The first step, and most important, is to convince the EU to time‐limit the proposed “backstop” customs arrangements. This must be buttressed with tightening the legal text to make clear that Northern Ireland cannot be kept within such arrangements without the rest of Great Britain.
Brexiteers don’t like the idea of any backstop and think its inclusion in the withdrawal deal unnecessary. But if it were a UK‐wide customs arrangement, kicking in after transition for a maximum of three years in the absence of other agreed border solutions, many would live it with it. Such a framework could be renewed if both the EU and UK agree. The important point though is that a time limit would give the UK the right to unilaterally exit.
Yes, this would require an EU and Irish climbdown and amendments to the Withdrawal Agreement text. The scale of May’s parliamentary defeat though appears to have convinced the EU that movement on this would not get the deal over the line anyway.
So it’s crucial to get an indicative vote on a time limit through Parliament, with solid support from Conservative Brexiteers, the DUP and hopefully some open‐minded Labour MPs. That result would show the backstop remains the single biggest near‐term hindrance to passing the deal.

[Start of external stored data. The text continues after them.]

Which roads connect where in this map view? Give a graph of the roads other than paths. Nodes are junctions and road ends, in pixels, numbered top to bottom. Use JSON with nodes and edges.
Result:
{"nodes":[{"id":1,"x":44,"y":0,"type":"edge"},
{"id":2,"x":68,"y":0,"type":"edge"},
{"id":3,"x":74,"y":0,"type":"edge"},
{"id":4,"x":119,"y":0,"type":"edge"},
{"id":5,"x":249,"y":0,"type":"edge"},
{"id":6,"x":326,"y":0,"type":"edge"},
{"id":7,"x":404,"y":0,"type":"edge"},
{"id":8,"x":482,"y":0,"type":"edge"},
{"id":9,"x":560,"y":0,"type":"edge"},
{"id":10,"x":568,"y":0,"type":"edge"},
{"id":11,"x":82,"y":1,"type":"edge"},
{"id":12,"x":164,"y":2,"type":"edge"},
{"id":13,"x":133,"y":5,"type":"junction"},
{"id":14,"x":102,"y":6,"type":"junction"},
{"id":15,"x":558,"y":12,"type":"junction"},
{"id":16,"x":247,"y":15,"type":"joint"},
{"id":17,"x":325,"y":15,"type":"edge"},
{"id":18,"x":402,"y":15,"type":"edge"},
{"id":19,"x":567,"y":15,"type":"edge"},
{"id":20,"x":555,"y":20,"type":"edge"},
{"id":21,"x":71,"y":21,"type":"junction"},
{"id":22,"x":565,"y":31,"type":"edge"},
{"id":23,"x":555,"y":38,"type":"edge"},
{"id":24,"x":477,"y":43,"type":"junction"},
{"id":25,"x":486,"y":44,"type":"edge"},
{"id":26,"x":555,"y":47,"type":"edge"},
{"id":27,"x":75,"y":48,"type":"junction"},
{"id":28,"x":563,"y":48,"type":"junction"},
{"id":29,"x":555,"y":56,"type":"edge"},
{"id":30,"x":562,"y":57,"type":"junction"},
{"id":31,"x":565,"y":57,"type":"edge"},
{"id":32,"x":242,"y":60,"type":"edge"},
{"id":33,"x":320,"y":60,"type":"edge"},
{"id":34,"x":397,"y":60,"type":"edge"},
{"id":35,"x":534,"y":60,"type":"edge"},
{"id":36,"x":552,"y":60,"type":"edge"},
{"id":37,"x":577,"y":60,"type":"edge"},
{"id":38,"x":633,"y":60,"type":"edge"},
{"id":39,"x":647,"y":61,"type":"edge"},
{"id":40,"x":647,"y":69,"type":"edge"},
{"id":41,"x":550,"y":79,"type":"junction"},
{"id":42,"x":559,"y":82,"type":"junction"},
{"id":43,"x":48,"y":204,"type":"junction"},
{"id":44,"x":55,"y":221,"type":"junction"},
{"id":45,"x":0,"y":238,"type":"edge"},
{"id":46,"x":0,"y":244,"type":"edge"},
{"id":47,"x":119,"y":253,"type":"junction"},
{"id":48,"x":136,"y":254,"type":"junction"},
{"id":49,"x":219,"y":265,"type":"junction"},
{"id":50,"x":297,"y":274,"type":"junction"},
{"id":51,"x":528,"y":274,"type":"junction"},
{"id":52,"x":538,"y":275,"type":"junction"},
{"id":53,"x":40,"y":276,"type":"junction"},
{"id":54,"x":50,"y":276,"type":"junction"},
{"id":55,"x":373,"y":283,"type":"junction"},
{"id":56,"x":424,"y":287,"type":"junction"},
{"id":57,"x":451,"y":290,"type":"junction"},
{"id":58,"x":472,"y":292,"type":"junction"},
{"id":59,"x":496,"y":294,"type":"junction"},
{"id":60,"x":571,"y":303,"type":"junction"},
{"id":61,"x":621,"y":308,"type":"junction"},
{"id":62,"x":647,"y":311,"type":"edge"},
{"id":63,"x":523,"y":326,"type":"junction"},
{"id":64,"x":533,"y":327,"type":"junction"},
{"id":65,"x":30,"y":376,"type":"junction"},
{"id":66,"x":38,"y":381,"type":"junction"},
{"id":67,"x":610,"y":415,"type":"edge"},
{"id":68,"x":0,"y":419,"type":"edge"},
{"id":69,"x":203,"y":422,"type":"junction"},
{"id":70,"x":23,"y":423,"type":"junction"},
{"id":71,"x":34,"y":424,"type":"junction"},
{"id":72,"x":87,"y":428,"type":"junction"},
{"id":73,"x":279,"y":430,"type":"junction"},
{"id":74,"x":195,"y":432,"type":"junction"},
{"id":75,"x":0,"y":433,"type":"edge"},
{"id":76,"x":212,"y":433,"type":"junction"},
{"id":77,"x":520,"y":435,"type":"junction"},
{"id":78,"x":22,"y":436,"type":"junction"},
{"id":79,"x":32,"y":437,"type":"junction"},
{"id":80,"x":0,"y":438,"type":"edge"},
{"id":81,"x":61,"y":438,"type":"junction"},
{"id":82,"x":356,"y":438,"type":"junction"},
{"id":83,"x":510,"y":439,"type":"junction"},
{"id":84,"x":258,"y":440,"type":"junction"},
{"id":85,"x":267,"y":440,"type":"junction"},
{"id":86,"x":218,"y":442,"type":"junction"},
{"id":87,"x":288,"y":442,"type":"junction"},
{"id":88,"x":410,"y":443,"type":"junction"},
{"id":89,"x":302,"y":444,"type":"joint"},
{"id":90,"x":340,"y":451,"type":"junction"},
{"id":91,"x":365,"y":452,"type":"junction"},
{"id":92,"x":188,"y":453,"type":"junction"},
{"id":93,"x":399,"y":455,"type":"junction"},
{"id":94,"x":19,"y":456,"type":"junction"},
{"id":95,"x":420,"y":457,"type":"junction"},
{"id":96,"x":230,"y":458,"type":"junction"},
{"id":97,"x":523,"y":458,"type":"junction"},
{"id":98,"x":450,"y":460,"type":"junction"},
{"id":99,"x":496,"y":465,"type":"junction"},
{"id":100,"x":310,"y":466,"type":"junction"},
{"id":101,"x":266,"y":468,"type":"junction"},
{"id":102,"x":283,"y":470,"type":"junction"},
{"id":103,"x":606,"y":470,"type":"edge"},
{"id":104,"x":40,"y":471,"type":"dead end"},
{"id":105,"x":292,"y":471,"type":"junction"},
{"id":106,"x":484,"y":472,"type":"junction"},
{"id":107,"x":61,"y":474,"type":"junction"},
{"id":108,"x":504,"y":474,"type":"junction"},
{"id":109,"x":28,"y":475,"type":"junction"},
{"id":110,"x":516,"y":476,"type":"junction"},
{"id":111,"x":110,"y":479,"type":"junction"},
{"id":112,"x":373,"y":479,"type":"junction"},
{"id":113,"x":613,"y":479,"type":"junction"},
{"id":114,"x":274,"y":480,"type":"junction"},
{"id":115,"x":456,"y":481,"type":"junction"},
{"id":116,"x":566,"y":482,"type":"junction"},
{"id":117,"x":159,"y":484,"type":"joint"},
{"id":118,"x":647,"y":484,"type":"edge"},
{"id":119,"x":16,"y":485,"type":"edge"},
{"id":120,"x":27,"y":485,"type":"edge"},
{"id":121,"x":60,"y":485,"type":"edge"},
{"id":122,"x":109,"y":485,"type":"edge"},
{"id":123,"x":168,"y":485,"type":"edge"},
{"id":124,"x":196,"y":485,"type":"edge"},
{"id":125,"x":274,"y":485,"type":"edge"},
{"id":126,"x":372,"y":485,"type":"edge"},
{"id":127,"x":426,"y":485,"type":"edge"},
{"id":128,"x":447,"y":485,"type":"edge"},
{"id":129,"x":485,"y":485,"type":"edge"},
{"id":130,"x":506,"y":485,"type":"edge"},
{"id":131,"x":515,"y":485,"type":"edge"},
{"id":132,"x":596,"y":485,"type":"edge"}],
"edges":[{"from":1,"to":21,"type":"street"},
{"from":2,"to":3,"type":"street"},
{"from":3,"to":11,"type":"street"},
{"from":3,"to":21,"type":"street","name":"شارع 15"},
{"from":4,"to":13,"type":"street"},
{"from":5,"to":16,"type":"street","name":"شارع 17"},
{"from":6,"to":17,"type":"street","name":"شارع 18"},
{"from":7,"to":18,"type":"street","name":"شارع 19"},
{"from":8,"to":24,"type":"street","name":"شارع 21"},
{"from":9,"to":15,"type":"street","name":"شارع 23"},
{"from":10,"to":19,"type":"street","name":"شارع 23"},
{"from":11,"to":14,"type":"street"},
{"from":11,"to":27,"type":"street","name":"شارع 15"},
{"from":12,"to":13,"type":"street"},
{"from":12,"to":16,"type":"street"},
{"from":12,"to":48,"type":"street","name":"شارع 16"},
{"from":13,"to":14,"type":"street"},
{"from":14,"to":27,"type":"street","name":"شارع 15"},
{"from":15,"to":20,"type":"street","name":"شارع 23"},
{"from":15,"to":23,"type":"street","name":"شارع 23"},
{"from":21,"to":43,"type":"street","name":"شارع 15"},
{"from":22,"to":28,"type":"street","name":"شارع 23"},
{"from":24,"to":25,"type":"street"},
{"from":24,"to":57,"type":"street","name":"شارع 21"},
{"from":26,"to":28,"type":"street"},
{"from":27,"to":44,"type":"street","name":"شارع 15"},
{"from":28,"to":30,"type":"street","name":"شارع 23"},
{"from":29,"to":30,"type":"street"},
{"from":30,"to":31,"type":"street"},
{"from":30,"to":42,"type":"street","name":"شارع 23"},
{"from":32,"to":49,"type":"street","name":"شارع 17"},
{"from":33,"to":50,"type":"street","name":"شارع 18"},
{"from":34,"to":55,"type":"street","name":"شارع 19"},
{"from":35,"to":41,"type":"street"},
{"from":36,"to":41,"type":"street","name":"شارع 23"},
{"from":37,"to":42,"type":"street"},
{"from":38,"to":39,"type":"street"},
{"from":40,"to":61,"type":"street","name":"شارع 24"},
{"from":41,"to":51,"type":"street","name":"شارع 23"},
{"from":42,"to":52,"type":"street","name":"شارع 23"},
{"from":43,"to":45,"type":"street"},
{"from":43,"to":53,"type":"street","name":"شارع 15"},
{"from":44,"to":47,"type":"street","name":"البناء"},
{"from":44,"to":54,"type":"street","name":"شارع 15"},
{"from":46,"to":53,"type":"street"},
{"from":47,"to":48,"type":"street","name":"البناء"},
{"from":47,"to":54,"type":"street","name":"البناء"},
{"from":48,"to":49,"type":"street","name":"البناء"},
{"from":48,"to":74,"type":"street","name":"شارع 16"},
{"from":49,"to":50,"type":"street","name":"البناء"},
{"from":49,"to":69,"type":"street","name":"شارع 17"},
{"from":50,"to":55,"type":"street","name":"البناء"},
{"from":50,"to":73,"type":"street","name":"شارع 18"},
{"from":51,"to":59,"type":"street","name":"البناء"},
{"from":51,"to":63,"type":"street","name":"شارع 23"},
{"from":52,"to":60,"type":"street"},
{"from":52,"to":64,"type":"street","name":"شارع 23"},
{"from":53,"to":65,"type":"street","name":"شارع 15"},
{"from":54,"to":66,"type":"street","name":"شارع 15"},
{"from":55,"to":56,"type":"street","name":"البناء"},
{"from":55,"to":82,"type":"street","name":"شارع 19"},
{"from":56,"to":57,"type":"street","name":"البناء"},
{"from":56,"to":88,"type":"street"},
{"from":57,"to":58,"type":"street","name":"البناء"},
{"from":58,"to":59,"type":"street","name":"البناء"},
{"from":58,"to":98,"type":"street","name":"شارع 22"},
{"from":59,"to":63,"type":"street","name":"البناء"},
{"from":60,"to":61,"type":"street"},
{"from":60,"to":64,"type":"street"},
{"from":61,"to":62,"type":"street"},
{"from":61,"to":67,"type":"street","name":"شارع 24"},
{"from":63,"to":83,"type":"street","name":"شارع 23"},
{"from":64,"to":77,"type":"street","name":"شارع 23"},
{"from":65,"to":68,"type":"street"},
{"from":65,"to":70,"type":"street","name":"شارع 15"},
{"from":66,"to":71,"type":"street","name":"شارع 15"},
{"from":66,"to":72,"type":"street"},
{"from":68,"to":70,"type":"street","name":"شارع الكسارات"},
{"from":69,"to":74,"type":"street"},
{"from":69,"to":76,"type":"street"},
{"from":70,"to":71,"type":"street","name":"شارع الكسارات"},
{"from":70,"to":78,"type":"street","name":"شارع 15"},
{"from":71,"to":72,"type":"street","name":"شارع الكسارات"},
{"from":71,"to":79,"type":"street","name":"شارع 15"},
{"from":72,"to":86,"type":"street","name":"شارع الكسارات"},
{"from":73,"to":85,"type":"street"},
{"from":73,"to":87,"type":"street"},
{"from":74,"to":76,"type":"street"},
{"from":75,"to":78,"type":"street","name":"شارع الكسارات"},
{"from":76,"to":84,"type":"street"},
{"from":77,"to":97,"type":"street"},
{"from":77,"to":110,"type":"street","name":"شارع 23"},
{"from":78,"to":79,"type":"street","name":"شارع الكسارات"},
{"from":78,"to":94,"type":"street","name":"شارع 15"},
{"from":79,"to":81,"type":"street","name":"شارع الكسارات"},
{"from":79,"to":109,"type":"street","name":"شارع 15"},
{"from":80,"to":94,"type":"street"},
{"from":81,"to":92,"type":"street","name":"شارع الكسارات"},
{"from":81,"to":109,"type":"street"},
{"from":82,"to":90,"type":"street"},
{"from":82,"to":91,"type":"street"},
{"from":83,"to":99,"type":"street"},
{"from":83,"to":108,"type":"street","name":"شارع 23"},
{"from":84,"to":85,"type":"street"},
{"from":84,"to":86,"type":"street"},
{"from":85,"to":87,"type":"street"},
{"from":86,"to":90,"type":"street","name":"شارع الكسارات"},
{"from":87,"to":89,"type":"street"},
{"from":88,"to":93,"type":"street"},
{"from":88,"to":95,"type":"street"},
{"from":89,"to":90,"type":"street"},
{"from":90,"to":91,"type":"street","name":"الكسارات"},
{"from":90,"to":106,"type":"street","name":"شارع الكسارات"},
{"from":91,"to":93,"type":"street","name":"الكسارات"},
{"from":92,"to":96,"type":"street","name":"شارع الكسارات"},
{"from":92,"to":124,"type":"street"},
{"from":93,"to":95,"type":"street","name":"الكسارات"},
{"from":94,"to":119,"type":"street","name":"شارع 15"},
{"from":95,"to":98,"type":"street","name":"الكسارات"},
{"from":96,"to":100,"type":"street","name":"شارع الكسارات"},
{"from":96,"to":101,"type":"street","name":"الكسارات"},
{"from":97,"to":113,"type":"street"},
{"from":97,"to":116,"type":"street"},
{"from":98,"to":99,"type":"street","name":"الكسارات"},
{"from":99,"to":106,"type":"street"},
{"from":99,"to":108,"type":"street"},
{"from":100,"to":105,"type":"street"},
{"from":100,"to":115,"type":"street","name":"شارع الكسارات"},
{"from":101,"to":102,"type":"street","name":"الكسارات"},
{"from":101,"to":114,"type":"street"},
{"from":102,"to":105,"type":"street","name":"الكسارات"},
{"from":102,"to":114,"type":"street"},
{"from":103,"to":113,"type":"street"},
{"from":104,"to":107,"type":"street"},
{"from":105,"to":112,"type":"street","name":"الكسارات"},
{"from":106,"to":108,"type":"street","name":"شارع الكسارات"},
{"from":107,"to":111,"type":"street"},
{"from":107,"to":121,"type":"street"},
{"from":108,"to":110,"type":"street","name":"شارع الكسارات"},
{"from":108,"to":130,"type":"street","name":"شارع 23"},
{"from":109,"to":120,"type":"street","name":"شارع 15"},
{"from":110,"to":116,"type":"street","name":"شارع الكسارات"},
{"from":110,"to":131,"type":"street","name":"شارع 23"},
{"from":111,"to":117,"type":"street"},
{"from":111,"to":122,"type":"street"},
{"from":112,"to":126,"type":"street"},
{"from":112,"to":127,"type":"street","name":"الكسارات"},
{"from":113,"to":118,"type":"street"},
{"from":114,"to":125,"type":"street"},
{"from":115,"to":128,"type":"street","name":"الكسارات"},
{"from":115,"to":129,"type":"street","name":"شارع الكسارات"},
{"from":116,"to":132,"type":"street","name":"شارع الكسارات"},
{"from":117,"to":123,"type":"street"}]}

The EU has so far proven intransigent. But members of national governments, not least Poland, have said a time‐limited default customs arrangement should be on the table. With the EU now flip‐flopping on whether no deal would necessitate border checks in Ireland, their opposition to a time‐limited alternative makes even less sense.
Commentators talk about the backstop as an insurance policy. But if you are supremely worried about the hard border you’re insuring against, you wouldn’t spurn insurance for a few years on the basis that you weren’t guaranteed insurance forever.
The EU’s current public position, given the rejection of the deal, is therefore not credible. It should recognise that no sovereign country could accept — as the UK is being asked — to bind itself to potentially permanent economic arrangements with no right of exit.
Indeed, the EU’s unwillingness to negotiate on this taps into Brexiteer fears that the backstop is not so much about the border, but about shaping future trade arrangements (particularly for Northern Ireland). A time limit goes some way to allay these fears by removing that default.
Such a move is necessary but not sufficient to get other Brexiteers on board. Changes to the Withdrawal Agreement would have to be buttressed by changes to the political declaration, such that Brexiteers did not feel the UK was handing over £39bn of taxpayer funds only for the future trade agreement to be impossible.
Second, then, the Prime Minister should request removing language from that declaration that suggests the future partnership will build on the backstop customs arrangements set out. This is not merely symbolic. Most Brexiteers want Britain to control its own tariffs, to be able to conduct an independent global trade policy and to take a full role at the World Trade Organisation.
Yes, the PM would have to be careful here not to haemorrhage other support by overly specifying a Brexiteer‐friendly free‐trade agreement. But the “Conservatives for a customs union” cohort is relatively small.
Provided the political declaration is kept general enough to attract the support of those Conservatives favouring everything from a long‐term Canada‐style deal through to those who’d ideally prefer deeper relations but who will prioritise an orderly Brexit, this should add up to some more votes.
Finally, the Prime Minister must recognise on this point that she has personally lost the faith of her party and the DUP in negotiating that future relationship. The way she blindsided ministers in the Brexit department on the withdrawal deal, breached the trust of unionists, and wasted time pushing the deal despite absence of support, has undermined faith in her abilities.
The Conservative Party, and the country at large, now needs a full debate about the desired long‐term future economic relationship between the EU and UK. That requires a leadership contest and a change of direction. As such, Theresa May should explicitly commit to resigning once a revised Withdrawal Agreement is passed by the Commons.
Now all this is a big ask. The EU must play ball. Theresa May would have to cede her premiership and her desired future EU-UK partnership. But large groups could come out with credit. Brexiteers and the DUP could argue they compromised on a withdrawal deal containing much they didn’t like, but that they helped secure the Union, avoided the vassalage of the backstop and kept the Brexiteer free‐trading vision alive.
The Prime Minister could rightly argue she ultimately delivered an orderly Brexit, resisting those who would have overturned the result. Labour moderates could have a crucial role too, knowing their votes on a revised deal could swing whether a no‐deal Brexit is avoided for some, and giving cover to others in Leave‐voting constituencies.
All sides could then participate in an open debate on the UK’s future economic relationship going into the 2022 election, without the current backstop prejudicing these visions.